At the heart of “A Critical Analysis of Evolution” is what has been called “a pattern of deception” by Princehouse, an evolutionary biologist, and “an attack on science” by Krauss. The lesson plan has been criticized for lack of clarity, false historical information, incorrect or missing footnotes, footnotes directly from books on intelligent design, false definitions, using outdated scientific information, and errors of fact. For instance, the lesson plan defines a theory as a “supposition,” when scientists usually define a theory as an explanation of phenomena that has passed empirical tests. The end result, critics believe, is that this is the first step in getting rid of all scientific theories that go against creationist teachings.
Richard Baker, an avowed creationist and vice president of the OBE, disagrees. “I voted for it because I think you … need to look at more than one situation as part of the learning process,” he said. According to him, the plan’s only goal is to “critically analyze” the theory of evolution, and that it does not violate laws that separate church and state.

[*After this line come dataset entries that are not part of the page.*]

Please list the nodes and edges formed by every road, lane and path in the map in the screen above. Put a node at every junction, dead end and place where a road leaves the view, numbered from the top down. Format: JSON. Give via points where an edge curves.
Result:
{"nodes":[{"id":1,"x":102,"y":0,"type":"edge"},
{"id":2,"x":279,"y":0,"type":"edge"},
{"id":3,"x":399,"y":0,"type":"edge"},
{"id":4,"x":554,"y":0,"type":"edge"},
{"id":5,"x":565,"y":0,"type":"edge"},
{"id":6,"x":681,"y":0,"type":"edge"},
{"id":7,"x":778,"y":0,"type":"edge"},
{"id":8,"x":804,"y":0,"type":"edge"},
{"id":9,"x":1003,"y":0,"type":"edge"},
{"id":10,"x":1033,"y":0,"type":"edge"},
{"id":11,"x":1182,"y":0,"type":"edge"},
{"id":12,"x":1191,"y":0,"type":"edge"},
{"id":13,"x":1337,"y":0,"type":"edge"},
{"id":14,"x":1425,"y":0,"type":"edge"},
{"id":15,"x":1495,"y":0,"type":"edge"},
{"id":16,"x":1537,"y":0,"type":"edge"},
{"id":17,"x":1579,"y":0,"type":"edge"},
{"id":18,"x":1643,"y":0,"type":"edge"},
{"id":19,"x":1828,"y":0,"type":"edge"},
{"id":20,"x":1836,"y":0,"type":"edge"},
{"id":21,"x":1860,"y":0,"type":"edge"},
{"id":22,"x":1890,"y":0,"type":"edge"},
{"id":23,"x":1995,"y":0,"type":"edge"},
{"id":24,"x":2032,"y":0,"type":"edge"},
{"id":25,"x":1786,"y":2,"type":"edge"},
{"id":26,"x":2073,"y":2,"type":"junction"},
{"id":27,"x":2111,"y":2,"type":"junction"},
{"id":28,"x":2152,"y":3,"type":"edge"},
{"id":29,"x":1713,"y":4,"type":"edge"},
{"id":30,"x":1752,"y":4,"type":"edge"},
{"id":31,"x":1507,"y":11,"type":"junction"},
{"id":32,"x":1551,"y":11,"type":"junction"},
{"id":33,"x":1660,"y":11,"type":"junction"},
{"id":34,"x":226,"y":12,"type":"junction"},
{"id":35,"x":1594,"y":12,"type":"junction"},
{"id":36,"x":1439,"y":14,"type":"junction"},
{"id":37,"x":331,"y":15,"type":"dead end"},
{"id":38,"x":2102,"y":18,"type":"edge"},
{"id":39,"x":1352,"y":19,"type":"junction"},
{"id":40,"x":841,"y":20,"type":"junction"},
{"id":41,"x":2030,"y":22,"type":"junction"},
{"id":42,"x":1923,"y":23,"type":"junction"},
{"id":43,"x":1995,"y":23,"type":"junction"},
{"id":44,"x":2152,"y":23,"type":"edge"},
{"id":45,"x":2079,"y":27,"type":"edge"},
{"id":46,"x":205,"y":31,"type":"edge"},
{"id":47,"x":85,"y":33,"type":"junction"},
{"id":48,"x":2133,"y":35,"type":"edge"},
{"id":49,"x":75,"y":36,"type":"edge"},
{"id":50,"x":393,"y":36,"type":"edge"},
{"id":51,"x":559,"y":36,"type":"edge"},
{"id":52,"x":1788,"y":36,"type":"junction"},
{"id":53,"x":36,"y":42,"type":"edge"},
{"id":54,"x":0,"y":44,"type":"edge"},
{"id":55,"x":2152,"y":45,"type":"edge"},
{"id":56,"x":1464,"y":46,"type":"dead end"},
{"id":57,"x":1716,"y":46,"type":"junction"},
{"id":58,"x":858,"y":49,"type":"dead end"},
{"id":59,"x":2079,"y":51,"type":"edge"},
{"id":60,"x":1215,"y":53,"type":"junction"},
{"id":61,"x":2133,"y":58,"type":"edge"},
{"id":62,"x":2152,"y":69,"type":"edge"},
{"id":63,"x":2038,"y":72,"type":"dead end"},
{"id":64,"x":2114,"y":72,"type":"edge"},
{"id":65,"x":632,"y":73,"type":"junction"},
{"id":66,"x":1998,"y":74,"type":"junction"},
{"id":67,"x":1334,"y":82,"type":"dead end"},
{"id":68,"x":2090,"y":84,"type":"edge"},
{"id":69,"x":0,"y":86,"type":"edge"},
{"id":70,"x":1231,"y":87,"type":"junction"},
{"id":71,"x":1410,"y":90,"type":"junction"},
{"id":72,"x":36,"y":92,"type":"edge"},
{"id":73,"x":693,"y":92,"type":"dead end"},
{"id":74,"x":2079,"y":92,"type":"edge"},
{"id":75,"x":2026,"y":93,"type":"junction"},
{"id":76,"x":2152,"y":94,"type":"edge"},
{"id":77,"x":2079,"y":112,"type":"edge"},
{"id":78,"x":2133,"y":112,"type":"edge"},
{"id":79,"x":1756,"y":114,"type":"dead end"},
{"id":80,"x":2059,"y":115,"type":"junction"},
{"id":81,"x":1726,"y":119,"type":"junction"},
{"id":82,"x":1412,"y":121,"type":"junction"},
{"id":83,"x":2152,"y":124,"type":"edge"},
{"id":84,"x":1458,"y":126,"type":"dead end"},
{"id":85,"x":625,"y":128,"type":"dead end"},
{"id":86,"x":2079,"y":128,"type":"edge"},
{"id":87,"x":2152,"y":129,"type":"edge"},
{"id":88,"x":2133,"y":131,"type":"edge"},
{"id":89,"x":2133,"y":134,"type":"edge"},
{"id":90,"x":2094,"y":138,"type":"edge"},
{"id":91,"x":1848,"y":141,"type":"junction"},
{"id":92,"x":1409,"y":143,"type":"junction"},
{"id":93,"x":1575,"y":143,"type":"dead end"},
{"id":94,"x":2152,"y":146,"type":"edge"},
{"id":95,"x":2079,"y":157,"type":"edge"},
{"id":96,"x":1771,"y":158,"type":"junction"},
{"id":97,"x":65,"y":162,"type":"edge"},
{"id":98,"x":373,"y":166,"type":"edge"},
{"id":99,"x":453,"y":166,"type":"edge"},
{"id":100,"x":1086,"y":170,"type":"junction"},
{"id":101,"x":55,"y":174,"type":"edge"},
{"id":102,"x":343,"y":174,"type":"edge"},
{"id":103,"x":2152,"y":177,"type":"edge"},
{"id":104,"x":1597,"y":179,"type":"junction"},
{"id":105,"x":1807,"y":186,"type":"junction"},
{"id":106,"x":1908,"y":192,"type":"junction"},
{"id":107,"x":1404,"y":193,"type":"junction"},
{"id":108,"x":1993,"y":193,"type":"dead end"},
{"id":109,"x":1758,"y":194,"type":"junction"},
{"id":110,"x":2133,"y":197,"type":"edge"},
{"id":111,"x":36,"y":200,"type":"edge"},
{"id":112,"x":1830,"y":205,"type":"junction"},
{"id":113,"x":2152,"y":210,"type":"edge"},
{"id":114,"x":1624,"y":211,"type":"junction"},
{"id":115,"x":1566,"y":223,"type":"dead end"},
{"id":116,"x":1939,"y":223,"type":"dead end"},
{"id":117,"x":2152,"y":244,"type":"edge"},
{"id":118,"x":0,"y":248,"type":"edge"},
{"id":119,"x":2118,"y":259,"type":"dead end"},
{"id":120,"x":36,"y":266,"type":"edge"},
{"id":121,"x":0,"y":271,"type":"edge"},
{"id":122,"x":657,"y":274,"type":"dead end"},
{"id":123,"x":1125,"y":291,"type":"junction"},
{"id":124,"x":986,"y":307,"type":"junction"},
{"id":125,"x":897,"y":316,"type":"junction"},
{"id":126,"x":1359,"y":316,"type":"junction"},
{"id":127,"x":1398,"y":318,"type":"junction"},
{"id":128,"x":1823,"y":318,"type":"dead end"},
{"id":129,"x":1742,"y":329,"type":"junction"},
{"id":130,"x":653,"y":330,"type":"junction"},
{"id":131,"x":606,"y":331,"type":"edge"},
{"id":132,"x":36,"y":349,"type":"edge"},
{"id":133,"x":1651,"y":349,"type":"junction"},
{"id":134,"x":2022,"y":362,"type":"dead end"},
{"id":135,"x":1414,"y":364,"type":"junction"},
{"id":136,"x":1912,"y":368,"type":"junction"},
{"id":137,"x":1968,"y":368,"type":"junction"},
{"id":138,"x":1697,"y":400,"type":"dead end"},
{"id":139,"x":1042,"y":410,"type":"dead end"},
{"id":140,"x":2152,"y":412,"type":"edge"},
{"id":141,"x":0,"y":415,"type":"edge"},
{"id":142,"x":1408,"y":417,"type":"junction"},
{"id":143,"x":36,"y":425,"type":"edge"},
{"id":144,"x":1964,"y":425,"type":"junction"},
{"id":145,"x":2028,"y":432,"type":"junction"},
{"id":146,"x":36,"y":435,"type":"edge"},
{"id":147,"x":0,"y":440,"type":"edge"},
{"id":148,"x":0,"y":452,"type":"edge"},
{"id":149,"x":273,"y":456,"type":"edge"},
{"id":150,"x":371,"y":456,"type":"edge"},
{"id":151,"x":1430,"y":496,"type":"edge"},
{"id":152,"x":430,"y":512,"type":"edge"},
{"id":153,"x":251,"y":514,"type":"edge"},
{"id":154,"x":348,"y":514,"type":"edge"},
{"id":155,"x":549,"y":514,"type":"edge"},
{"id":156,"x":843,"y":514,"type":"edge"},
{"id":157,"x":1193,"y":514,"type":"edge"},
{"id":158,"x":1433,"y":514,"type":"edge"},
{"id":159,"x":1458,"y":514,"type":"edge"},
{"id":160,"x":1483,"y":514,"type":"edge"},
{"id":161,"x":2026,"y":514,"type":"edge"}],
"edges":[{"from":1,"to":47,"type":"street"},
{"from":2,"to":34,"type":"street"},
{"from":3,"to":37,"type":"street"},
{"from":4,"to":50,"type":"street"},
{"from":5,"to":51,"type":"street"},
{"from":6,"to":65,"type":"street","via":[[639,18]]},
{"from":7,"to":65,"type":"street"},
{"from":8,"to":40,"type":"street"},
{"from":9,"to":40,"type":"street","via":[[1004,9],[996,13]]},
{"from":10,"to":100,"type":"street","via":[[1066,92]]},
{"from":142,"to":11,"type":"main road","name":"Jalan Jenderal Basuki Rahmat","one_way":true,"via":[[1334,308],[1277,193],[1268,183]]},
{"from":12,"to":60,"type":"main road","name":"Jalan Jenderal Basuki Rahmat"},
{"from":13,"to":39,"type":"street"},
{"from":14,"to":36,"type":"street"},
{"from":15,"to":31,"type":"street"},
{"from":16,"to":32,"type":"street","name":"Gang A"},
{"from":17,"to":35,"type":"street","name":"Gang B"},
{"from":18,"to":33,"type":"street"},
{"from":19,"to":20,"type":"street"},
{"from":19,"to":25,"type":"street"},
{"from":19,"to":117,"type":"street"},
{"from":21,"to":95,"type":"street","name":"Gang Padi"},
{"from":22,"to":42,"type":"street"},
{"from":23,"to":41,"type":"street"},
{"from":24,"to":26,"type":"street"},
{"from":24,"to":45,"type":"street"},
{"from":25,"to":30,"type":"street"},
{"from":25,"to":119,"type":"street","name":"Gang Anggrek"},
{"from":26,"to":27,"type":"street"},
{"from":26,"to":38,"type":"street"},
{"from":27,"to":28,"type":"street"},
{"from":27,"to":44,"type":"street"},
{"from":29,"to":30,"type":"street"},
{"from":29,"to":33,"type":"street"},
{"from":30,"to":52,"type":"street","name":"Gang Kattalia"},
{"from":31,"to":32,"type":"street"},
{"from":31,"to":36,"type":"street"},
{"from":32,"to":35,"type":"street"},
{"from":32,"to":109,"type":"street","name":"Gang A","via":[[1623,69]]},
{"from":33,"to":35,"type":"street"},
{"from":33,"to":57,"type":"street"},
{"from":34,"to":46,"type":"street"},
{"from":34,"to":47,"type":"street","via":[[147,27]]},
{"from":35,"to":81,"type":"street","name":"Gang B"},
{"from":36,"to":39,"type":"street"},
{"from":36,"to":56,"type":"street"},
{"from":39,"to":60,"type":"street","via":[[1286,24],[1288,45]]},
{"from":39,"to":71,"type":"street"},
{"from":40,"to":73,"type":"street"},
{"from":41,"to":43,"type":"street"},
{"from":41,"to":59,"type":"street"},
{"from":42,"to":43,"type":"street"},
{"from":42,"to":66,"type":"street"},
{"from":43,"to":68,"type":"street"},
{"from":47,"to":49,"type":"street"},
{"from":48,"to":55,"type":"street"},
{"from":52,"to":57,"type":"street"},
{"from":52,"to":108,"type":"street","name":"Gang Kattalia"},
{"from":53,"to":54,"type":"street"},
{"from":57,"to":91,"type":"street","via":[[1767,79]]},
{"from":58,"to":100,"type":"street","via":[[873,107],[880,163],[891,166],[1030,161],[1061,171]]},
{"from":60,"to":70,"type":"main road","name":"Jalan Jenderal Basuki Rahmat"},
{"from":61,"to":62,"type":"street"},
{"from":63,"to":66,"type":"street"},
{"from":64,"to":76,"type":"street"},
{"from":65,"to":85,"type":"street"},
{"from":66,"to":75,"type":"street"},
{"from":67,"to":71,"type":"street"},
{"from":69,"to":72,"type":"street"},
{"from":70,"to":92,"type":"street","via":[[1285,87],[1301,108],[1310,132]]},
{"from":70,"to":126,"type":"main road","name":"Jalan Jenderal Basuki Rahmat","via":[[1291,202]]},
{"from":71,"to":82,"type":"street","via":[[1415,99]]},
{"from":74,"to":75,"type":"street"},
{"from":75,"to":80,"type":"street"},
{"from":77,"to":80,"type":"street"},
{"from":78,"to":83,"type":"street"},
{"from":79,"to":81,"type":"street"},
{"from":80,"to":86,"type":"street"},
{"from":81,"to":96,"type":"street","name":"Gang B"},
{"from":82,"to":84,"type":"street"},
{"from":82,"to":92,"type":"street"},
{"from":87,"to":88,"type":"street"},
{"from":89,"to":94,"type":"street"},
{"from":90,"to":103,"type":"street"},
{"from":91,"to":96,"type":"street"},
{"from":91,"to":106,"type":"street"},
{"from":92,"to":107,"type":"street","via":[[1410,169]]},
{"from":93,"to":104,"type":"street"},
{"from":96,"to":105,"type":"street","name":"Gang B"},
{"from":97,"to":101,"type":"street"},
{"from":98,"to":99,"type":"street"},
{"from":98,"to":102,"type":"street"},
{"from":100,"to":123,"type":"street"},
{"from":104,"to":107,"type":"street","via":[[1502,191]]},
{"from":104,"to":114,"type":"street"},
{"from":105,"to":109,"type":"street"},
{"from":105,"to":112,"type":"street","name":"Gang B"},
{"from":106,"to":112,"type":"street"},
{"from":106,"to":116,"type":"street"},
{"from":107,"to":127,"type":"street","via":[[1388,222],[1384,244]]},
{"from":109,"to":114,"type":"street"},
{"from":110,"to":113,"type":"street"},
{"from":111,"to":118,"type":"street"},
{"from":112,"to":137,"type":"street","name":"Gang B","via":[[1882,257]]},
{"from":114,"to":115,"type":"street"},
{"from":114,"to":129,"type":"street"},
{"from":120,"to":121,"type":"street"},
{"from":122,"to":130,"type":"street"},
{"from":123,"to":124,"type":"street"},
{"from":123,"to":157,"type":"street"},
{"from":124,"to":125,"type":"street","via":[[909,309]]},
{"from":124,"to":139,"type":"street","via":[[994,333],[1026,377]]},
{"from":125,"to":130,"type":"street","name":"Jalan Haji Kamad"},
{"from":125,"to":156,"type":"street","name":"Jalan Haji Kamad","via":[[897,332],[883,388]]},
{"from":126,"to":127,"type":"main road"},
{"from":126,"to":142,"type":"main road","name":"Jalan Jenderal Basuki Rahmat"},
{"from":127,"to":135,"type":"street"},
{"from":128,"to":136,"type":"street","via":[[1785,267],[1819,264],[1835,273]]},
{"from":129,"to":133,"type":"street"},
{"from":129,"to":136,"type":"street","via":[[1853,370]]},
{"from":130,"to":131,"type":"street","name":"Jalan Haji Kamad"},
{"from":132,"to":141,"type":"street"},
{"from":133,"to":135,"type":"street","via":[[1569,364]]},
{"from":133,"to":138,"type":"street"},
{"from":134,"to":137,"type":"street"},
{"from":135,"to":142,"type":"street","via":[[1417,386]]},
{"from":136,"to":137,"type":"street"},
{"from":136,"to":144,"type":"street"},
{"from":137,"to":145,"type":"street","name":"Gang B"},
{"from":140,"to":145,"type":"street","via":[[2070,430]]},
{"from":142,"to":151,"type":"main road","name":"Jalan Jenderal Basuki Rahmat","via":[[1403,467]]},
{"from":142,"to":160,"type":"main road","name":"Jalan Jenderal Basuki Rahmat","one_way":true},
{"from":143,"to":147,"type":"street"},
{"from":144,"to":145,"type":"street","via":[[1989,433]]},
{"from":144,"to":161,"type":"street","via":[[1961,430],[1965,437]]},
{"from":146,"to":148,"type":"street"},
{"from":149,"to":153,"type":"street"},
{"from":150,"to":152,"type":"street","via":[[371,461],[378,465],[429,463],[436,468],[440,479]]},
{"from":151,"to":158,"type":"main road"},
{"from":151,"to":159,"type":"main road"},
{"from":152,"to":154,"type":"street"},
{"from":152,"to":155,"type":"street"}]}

Baker accused the scientific community of wasting time debating the plan. “We spend all this malarkey and baloney when 99 percent of all the people who are taught this have nothing to do with the rest of their lives … These scientists, they don’t care about wasting their own time or anybody else’s time. In business we don’t waste time … To me, [the lesson] is not a big deal.” According to Baker, the real reason scientists want to do away with the lesson plan is, as he said to a group of scientists at a board meeting concerning the lesson plan, “[They] think [they] know everything. [They’re] just a bunch of paranoid, egotistical scientists afraid of people finding out [they] don’t know anything.”
Lynn Elfner, director of the Ohio Academy of Science, disagrees with this thinking. Noting many footnotes to creationist works and similarities of argument between creationist works and the lesson plan, she said that “the concepts of intelligent design are embedded throughout the document and they are traceable to intelligent design organizations … By using the lesson plan, we can go from the document to the pew and the church.”
OBE member Sam Schoemer agreed. “When you compare the lesson plan with [intelligent design] websites, it’s almost verbatim.” Steven Gey, a Florida State constitutional law professor and ABC legal news analysts, added, “It’s not only bad science, it’s illegal.”
Although the references to creationist books in the lesson plan have been removed, prompting allegations of plagiarism, the creationist websites listed as research resources are still there. However, the words “creationism” and “intelligent design” are not in the document at all.
Another issue with the lesson plan is the way it was created. According to Schoemer, the selection for the writing committee was closed and “controlled by the pro-creationist chair Mike Cochran.” Martha Wise, another OBE member, said that the lesson plan itself was “written by an [intelligent design] ideologist with limited stature as a scientist.” According to Princehouse, “writing committee members could not take home documents from the meeting … They collected and counted every piece of paper they gave out before they let anybody go home.”
Such secrecy, Elfner believes, has “subverted” the quality of the plan. “The process to develop the model lessons was controlled concealed, especially from scientists. The result is we have a fatally flawed model lesson that is riddled with errors both in pedagogy and scientific content,” she said.